¿Qué es el Diaconado?

Office of the Diaconate

Diácono Permanente en la Iglesia Católica

En la Iglesia primitiva, los diáconos ordenados tenían un papel único en la comunidad cristiana junto con los sacerdotes y los obispos, un papel que en gran parte se perdió en la Iglesia romana antes del segundo milenio. En el Concilio Vaticano II, el 29 de septiembre de 1964, los Padres conciliares aprobaron la restauración de este oficio como un orden permanente, parte de la antigua jerarquía triple del sacramento del Orden: obispo, sacerdote y diácono.

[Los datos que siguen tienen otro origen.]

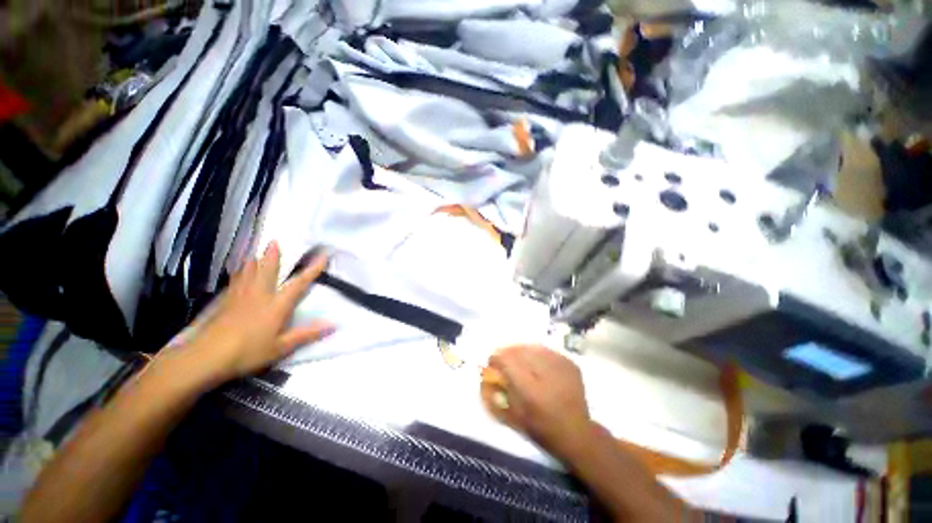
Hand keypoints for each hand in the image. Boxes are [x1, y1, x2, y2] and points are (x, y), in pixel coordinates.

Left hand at [181, 241, 334, 383]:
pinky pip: (235, 282)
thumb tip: (334, 325)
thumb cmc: (248, 352)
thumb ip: (307, 334)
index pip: (298, 284)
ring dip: (254, 261)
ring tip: (256, 252)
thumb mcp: (281, 347)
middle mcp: (259, 296)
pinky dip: (239, 273)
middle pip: (267, 271)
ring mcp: (239, 297)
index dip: (312, 270)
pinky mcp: (224, 303)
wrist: (205, 358)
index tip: (322, 256)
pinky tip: (238, 273)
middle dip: (272, 255)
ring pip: (248, 273)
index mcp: (276, 305)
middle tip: (274, 241)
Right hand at [485, 345, 592, 460]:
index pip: (507, 360)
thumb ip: (495, 395)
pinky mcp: (570, 363)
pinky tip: (535, 364)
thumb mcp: (513, 417)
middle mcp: (546, 373)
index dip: (496, 358)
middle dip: (507, 353)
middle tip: (504, 361)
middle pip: (519, 350)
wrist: (577, 433)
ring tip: (519, 361)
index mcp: (531, 390)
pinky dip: (536, 354)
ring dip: (521, 352)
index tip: (491, 363)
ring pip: (532, 347)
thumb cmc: (542, 429)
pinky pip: (546, 350)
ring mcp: (561, 365)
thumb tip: (485, 375)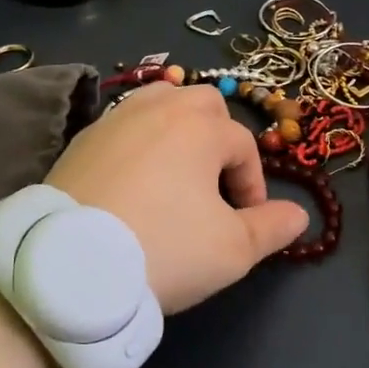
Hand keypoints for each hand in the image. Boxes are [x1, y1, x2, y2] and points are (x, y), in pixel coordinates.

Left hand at [45, 82, 308, 312]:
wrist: (69, 265)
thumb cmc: (163, 250)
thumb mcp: (232, 250)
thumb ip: (272, 228)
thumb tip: (299, 215)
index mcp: (200, 127)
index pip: (243, 146)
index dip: (254, 185)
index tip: (247, 223)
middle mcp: (159, 109)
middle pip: (203, 105)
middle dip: (219, 139)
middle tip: (214, 185)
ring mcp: (115, 119)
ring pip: (160, 102)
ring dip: (178, 128)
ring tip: (177, 170)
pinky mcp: (82, 138)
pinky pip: (124, 123)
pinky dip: (139, 139)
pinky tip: (133, 177)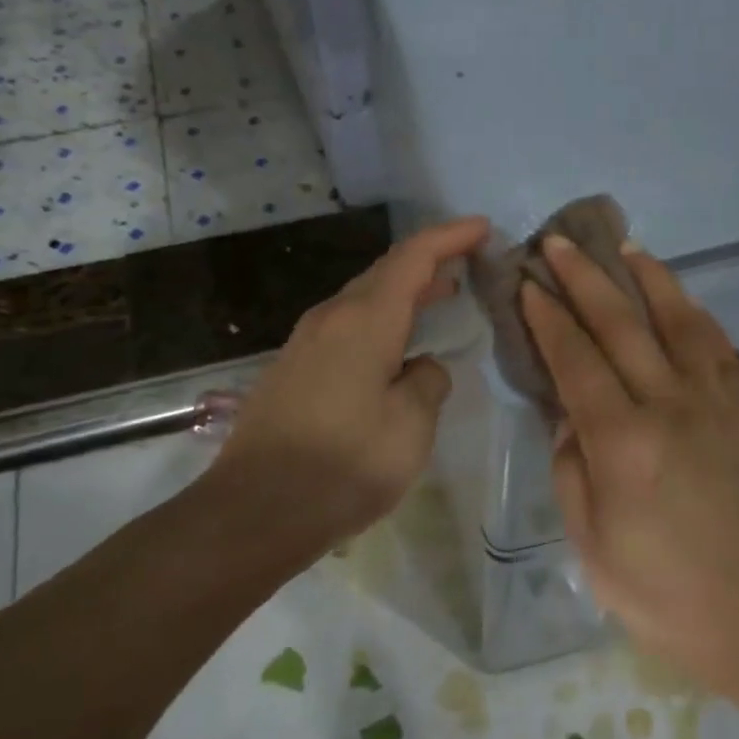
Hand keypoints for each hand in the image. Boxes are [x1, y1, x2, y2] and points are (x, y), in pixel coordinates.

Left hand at [203, 216, 488, 564]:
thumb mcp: (410, 426)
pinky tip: (397, 345)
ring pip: (364, 299)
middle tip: (469, 261)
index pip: (413, 258)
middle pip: (385, 272)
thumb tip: (422, 367)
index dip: (450, 237)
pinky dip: (382, 320)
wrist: (255, 511)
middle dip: (429, 261)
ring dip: (404, 292)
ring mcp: (306, 343)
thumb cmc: (344, 466)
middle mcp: (331, 318)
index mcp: (364, 321)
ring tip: (442, 295)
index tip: (483, 228)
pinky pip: (348, 326)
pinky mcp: (294, 369)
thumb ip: (428, 383)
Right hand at [522, 235, 738, 694]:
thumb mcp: (589, 542)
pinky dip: (695, 316)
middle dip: (586, 279)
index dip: (549, 318)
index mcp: (623, 443)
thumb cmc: (659, 591)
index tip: (529, 283)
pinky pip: (721, 348)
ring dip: (650, 279)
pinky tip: (680, 302)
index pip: (577, 361)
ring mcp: (719, 404)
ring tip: (628, 247)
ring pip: (681, 322)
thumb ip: (571, 468)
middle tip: (560, 243)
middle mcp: (672, 408)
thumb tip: (568, 415)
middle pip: (623, 326)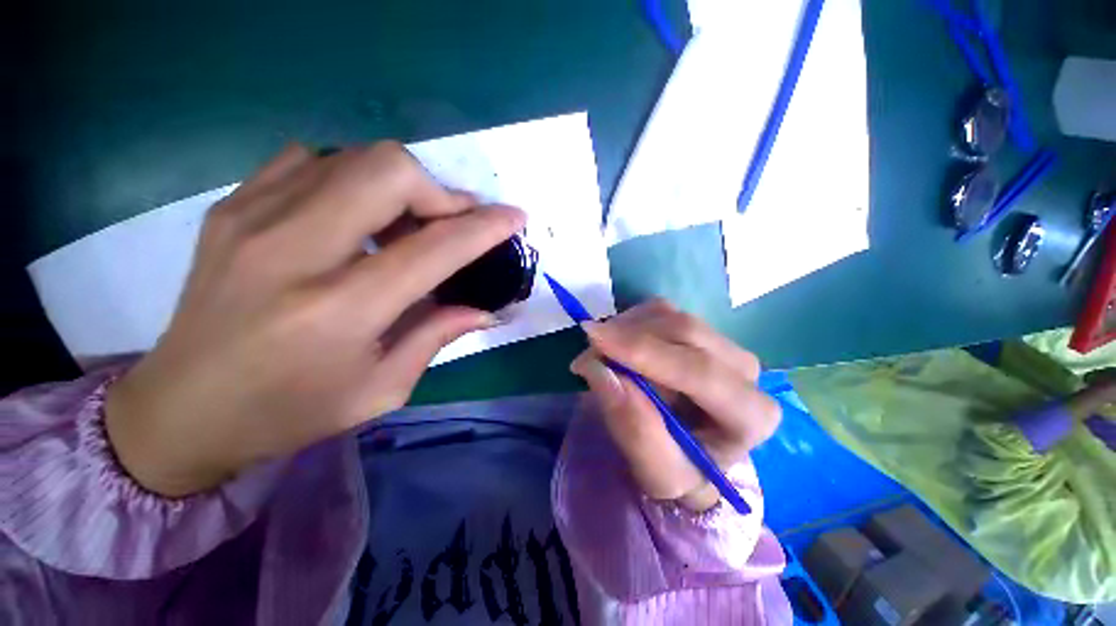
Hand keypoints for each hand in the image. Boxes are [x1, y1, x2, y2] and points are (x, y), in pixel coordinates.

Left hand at [105, 143, 524, 496]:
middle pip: (389, 169)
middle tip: (451, 222)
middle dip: (439, 190)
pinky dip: (351, 178)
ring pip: (353, 157)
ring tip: (407, 224)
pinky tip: (354, 215)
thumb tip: (487, 309)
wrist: (180, 409)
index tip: (514, 217)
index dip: (485, 227)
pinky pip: (311, 160)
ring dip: (400, 185)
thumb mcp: (381, 389)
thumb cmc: (289, 412)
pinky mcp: (232, 207)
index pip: (435, 248)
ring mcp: (253, 217)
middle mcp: (294, 251)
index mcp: (339, 310)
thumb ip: (438, 336)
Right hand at [570, 300, 779, 512]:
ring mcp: (722, 342)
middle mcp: (745, 370)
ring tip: (601, 356)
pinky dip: (629, 323)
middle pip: (684, 331)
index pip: (699, 371)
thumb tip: (601, 371)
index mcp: (750, 414)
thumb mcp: (656, 472)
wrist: (689, 454)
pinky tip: (617, 345)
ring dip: (624, 329)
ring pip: (668, 315)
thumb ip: (633, 427)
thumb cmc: (678, 470)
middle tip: (588, 355)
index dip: (642, 350)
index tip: (594, 339)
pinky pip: (658, 310)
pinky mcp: (699, 328)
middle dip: (627, 336)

Por la gracia de la ordenación, el diácono es configurado a Cristo Siervo. No es ordenado al sacerdocio, sino a un ministerio de servicio en nombre de su obispo. Sirve como un puente entre los laicos y el obispo, junto con sus presbíteros, a través del cual fluyen la comunicación y el amor en ambas direcciones. Como en la Iglesia primitiva, el diácono trabaja en tres áreas principales: liturgia, palabra y caridad.

El ministerio litúrgico del diácono incluye proclamar el Evangelio, dirigir la oración de los fieles, asistir al celebrante en el altar y distribuir la Sagrada Comunión. Fuera de la Misa, el diácono puede presidir bautizos, matrimonios, funerales y muchas bendiciones.

El ministerio de la Palabra del diácono implica predicar en ocasiones, evangelizar y enseñar en la preparación sacramental y en la formación en la fe.

Un diácono también se encuentra sirviendo en las calles, hospitales, prisiones y en cualquier lugar donde haya necesidad. Su ministerio de caridad hace visible de manera intencional el santo sacrificio de la caridad entre los pobres y los que sufren, como una expresión simbólica del sacrificio redentor de Jesús en la Cruz, al cual todos los fieles están unidos en la Eucaristía.

Como parte del ministerio de su obispo hacia su rebaño, el diácono sirve humildemente a los laicos en su vocación santa de llevar el Evangelio del ambón a las calles y de compartir con el mundo el amor recibido en el altar.